[[ RECORDS PROVIDED open ]]

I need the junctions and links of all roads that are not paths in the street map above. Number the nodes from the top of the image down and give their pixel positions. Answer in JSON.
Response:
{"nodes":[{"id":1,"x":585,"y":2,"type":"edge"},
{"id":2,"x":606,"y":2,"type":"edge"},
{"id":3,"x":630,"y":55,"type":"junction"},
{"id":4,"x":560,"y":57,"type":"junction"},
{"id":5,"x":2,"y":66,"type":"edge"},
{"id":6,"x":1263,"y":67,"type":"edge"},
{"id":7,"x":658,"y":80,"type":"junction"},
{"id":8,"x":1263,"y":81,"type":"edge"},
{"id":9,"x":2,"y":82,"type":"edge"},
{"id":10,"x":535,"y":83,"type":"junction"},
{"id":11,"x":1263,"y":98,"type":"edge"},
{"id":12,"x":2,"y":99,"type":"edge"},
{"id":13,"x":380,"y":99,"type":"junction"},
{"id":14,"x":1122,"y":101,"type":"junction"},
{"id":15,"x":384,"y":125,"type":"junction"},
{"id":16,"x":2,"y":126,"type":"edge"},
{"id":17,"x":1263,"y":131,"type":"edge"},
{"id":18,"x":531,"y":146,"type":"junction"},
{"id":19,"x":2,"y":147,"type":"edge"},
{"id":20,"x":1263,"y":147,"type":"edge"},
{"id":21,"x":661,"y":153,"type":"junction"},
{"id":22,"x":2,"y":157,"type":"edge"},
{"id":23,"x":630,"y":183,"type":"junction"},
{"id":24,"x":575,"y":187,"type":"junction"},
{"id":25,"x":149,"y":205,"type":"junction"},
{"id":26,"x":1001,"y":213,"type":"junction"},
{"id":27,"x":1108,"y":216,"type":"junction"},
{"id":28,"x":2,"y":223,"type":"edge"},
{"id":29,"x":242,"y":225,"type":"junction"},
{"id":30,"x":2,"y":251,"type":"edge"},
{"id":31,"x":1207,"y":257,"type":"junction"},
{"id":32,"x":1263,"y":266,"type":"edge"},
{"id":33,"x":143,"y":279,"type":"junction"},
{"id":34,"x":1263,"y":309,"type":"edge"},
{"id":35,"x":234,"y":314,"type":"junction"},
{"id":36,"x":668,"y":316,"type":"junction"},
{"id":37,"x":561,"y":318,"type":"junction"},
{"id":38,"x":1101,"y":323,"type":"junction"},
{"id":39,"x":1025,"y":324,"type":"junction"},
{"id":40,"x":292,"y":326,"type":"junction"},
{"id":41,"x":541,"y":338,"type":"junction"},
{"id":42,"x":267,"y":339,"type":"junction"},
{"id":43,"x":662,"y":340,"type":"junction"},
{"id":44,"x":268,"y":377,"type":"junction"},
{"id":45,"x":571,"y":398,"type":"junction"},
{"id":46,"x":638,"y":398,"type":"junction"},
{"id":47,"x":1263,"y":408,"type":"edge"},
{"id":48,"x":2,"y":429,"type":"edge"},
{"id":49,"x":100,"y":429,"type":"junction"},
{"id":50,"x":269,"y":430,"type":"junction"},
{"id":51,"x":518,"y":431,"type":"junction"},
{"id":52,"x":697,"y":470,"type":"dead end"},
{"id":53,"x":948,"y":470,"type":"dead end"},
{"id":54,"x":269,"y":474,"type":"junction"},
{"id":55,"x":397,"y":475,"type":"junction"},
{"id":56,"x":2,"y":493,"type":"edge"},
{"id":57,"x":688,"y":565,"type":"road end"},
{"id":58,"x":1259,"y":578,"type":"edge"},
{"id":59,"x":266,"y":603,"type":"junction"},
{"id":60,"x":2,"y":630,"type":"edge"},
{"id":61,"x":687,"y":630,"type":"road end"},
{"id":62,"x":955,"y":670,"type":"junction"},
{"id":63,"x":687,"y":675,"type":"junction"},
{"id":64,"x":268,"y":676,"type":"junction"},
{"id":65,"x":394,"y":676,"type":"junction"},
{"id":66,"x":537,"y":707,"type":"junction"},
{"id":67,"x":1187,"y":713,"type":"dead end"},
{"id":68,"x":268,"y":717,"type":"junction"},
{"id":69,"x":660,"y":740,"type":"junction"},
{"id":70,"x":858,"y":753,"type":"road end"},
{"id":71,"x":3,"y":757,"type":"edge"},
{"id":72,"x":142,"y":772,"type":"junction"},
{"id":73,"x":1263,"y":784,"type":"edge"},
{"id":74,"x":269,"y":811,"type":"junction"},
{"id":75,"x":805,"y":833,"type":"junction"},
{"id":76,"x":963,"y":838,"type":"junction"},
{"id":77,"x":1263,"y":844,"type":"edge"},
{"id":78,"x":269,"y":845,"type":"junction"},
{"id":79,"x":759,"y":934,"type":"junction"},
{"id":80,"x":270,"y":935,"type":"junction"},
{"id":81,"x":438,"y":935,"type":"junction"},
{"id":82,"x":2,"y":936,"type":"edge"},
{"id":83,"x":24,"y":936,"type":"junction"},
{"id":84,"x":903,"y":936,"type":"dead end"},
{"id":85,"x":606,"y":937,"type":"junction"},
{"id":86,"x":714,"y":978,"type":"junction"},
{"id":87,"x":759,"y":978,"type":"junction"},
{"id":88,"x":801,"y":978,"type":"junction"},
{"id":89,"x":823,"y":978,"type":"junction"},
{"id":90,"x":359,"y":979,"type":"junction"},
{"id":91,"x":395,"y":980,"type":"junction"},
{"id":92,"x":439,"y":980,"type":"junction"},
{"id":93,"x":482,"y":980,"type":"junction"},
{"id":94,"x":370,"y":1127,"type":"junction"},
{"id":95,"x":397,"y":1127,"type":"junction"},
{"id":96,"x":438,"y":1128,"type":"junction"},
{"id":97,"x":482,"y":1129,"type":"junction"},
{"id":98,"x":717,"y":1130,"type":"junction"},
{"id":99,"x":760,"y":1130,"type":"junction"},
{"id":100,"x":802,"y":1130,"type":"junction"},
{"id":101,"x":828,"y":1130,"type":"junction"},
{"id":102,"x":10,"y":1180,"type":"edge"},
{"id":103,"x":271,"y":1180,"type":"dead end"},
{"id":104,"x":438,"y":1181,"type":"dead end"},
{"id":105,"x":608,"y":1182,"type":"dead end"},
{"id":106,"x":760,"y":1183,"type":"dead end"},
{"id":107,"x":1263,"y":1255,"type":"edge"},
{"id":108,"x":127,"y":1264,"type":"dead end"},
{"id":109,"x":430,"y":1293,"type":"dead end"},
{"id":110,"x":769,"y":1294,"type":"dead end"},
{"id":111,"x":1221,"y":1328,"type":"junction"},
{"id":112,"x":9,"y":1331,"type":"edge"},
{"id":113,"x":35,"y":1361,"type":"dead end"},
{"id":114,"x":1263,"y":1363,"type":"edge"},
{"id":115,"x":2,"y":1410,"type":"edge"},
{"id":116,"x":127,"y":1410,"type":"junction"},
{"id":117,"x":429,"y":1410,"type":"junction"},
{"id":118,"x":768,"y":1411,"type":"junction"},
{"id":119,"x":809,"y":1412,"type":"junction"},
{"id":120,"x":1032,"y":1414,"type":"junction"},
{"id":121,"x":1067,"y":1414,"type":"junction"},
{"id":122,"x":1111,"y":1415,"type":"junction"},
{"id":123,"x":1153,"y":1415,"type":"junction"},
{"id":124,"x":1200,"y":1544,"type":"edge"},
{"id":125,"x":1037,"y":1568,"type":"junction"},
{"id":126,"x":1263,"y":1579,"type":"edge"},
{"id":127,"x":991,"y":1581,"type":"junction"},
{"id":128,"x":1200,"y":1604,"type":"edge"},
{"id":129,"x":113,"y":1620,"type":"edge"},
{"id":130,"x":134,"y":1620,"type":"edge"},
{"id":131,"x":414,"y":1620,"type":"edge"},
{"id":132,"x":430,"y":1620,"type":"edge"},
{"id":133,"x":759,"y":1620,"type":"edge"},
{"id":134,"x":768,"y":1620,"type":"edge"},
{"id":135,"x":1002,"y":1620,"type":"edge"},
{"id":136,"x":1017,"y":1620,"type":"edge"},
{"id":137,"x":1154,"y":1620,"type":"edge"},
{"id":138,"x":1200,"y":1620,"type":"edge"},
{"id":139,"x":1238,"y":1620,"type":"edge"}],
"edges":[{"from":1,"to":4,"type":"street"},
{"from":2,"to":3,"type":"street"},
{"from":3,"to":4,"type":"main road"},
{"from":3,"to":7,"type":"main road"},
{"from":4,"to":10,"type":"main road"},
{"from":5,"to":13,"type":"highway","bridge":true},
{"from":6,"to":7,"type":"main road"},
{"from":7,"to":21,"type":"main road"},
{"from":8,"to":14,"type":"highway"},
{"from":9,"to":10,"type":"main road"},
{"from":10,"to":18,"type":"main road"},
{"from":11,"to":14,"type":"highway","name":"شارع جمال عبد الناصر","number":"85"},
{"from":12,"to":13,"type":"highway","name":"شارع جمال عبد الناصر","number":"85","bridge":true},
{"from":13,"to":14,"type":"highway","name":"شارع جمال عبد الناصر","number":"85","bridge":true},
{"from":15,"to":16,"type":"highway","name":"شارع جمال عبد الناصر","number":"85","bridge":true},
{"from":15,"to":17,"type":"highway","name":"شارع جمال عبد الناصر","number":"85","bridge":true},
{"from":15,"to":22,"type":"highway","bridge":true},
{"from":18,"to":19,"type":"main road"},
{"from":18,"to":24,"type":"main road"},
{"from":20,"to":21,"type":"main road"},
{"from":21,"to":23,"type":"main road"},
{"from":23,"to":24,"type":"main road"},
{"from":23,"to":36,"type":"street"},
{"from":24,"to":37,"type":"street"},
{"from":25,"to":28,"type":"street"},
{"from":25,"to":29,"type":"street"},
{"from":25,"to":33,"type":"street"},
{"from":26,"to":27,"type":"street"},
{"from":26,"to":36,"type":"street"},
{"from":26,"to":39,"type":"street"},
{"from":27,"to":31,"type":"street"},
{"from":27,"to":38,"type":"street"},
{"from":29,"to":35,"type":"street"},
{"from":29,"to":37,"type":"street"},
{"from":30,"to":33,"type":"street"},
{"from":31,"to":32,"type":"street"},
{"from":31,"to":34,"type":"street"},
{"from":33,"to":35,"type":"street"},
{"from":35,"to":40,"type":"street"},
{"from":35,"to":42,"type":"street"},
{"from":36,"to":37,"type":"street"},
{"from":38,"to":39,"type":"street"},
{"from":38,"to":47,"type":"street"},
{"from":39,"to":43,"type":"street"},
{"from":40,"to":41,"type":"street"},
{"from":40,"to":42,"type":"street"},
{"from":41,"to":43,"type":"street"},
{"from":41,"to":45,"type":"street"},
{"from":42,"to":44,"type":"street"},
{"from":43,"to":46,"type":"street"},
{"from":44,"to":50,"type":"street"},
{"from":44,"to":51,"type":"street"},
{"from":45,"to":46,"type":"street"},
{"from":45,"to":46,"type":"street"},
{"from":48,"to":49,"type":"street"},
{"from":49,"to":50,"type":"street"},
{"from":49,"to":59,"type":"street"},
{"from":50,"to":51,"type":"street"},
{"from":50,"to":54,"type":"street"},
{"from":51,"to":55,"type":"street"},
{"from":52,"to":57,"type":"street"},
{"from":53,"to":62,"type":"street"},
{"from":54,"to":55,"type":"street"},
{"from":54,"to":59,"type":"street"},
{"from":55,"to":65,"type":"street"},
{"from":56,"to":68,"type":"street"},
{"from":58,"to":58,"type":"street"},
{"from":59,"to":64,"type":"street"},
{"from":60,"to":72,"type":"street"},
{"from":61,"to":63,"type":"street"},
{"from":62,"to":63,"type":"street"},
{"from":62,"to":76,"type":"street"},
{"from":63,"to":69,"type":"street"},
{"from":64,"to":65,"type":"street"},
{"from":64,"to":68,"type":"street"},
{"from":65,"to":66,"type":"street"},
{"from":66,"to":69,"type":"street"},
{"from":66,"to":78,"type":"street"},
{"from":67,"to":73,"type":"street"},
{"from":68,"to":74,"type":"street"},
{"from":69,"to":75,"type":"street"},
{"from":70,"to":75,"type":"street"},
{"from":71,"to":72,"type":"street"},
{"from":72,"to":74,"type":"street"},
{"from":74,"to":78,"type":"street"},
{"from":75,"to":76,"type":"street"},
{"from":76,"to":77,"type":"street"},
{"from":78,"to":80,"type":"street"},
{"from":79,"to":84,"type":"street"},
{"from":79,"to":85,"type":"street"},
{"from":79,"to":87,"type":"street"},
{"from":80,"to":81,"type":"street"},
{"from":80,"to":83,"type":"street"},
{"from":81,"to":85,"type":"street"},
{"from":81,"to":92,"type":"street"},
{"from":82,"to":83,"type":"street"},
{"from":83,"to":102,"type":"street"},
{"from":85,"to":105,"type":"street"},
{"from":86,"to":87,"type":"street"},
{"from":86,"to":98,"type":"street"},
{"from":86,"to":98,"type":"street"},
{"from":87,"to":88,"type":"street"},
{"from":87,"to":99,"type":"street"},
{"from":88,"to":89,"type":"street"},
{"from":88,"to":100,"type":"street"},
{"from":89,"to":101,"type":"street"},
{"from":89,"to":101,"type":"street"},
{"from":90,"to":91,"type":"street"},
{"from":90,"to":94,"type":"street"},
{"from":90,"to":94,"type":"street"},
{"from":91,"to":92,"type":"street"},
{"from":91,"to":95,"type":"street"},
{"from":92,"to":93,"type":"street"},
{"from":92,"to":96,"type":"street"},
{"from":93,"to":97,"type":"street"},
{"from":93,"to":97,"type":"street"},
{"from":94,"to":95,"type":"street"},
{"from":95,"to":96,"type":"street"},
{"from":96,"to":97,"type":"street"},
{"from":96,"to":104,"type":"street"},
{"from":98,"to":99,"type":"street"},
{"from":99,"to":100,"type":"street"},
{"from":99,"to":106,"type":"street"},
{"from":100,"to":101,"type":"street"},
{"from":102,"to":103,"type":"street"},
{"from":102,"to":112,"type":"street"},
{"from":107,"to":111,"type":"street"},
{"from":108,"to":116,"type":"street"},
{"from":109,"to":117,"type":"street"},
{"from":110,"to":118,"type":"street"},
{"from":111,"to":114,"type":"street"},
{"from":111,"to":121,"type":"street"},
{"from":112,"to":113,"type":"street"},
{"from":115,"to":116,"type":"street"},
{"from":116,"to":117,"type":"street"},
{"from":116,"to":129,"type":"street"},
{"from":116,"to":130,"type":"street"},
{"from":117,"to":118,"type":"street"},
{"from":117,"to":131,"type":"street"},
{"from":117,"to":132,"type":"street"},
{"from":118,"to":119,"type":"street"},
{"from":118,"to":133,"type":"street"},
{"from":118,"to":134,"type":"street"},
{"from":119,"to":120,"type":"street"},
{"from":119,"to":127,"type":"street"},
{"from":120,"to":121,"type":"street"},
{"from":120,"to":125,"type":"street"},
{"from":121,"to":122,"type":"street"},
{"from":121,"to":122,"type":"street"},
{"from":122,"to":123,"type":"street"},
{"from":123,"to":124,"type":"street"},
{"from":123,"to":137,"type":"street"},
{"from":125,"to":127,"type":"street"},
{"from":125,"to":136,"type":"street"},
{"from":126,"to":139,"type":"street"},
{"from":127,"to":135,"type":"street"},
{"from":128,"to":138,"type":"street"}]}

[[ RECORDS PROVIDED closed ]]

Read the records above. Show each line that has the string "شارع".

EXPECTED OUTPUT:
{"from":11,"to":14,"type":"highway","name":"شارع جمال عبد الناصر","number":"85"},
{"from":12,"to":13,"type":"highway","name":"شارع جمال عبد الناصر","number":"85","bridge":true},
{"from":13,"to":14,"type":"highway","name":"شارع جمال عبد الناصر","number":"85","bridge":true},
{"from":15,"to":16,"type":"highway","name":"شارع جمال عبد الناصر","number":"85","bridge":true},
{"from":15,"to":17,"type":"highway","name":"شارع جمال عبد الناصر","number":"85","bridge":true},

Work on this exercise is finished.